I know that when we are talking about problems that our government deals with, it is bigger than problems a parent faces or a teacher, but I do think we have to be reasonable.  I understand the fear that some have about terrorism. It is real.  However, the ban from the executive order, no matter what the intention, is not going to be effective.  It has, I believe impacted the wrong people the most.  It’s because when making the rule, when just looking at the black and white, the shades of grey weren’t considered at all, which is why we see the backlash, and why we will keep seeing the backlash.  Our leaders need to start thinking before acting, which brings me back to the best parenting lesson I ever had.

When Will was just three, I grounded him from the television for a week.  This, by the way, was always the best consequence for him.  However, I did not consult John, who used the tv as a babysitter while he got dressed in the mornings [I was already at work], nor did I think about how awful it would be to have to entertain him without the television for a week. Still, as parents, we followed through.  We made a 7 day chart and we stuck to our guns, BUT, I never again gave a quick consequence without considering how the consequence would impact the rest of us.  I’m hoping that if nothing else the backlash from protests, judges, and angry Congressional members will convince our leader to think twice before acting rashly again.  I know the job is hard, but it is too important for him to fail.

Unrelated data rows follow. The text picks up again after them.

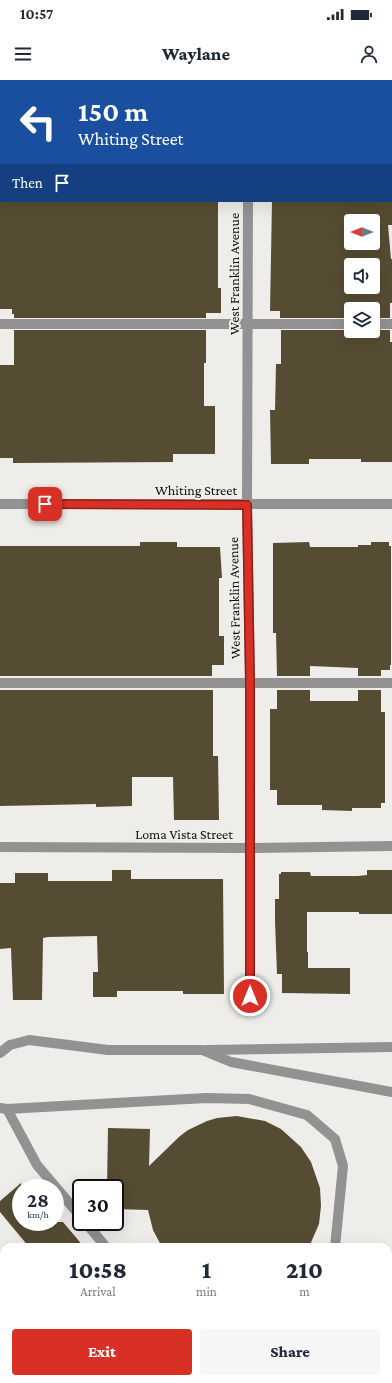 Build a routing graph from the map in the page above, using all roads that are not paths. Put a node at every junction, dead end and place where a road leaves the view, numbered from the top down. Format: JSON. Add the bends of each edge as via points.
{"nodes":[{"id":1,"x":248,"y":202,"type":"edge"},
{"id":2,"x":0,"y":324,"type":"edge"},
{"id":3,"x":248,"y":324,"type":"junction"},
{"id":4,"x":344,"y":324,"type":"edge"},
{"id":5,"x":380,"y":324,"type":"edge"},
{"id":6,"x":392,"y":324,"type":"edge"},
{"id":7,"x":0,"y":504,"type":"edge"},
{"id":8,"x":392,"y":504,"type":"edge"},
{"id":9,"x":247,"y":505,"type":"junction"},
{"id":10,"x":250,"y":682,"type":"junction"},
{"id":11,"x":0,"y":683,"type":"edge"},
{"id":12,"x":392,"y":683,"type":"edge"},
{"id":13,"x":392,"y":846,"type":"edge"},
{"id":14,"x":0,"y":847,"type":"edge"},
{"id":15,"x":250,"y":848,"type":"junction"},
{"id":16,"x":250,"y":996,"type":"dead end"},
{"id":17,"x":392,"y":1048,"type":"edge"},
{"id":18,"x":202,"y":1050,"type":"junction"},
{"id":19,"x":0,"y":1053,"type":"edge"},
{"id":20,"x":392,"y":1092,"type":"edge"},
{"id":21,"x":3,"y":1109,"type":"edge"},
{"id":22,"x":72,"y":1206,"type":"edge"},
{"id":23,"x":93,"y":1231,"type":"edge"},
{"id":24,"x":103,"y":1243,"type":"edge"},
{"id":25,"x":335,"y":1243,"type":"edge"}],
"edges":[{"from":1,"to":3,"type":"street","name":"West Franklin Avenue"},
{"from":2,"to":3,"type":"street"},
{"from":3,"to":4,"type":"street"},
{"from":3,"to":9,"type":"street","name":"West Franklin Avenue"},
{"from":5,"to":6,"type":"street"},
{"from":7,"to":9,"type":"street","name":"Whiting Street"},
{"from":8,"to":9,"type":"street","name":"Whiting Street"},
{"from":9,"to":10,"type":"street","name":"West Franklin Avenue"},
{"from":10,"to":11,"type":"street"},
{"from":10,"to":12,"type":"street"},
{"from":10,"to":15,"type":"street","name":"West Franklin Avenue"},
{"from":13,"to":15,"type":"street","name":"Loma Vista Street"},
{"from":14,"to":15,"type":"street","name":"Loma Vista Street"},
{"from":15,"to":16,"type":"street","name":"West Franklin Avenue"},
{"from":17,"to":18,"type":"street"},
{"from":18,"to":19,"type":"street","via":[[108,1050],[29,1040],[10,1045]]},
{"from":18,"to":20,"type":"street","via":[[230,1062]]},
{"from":21,"to":22,"type":"street","via":[[37,1165]]},
{"from":21,"to":25,"type":"street","via":[[206,1098],[249,1099],[306,1115],[335,1139],[343,1166]]},
{"from":23,"to":24,"type":"street"}]}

A Thank You to a Special Student

Today, I am struggling a bit.  In truth, I’ve struggled a bit for the past week knowing that the anniversary of the tragic deaths of a family that I knew was fast approaching.  When it was raw, I wrote a note on Facebook, and I’m going to share part of that here.  It’s not that I want to relive this moment, but it’s that I don’t want to forget.  Here is the excerpt:

…The daughter was so bright.  I remember her has being very quiet in class at the beginning of the year and then totally impressing me with her voice on the page when she wrote for me.  She was a student that I could count on to always “get it” when I presented a big idea.  She had beautiful, shiny eyes and a lovely smile.  She was in the same section as my daughter and the girls in that class had to stick together because I had a lot of lively boys that loved to talk about war.  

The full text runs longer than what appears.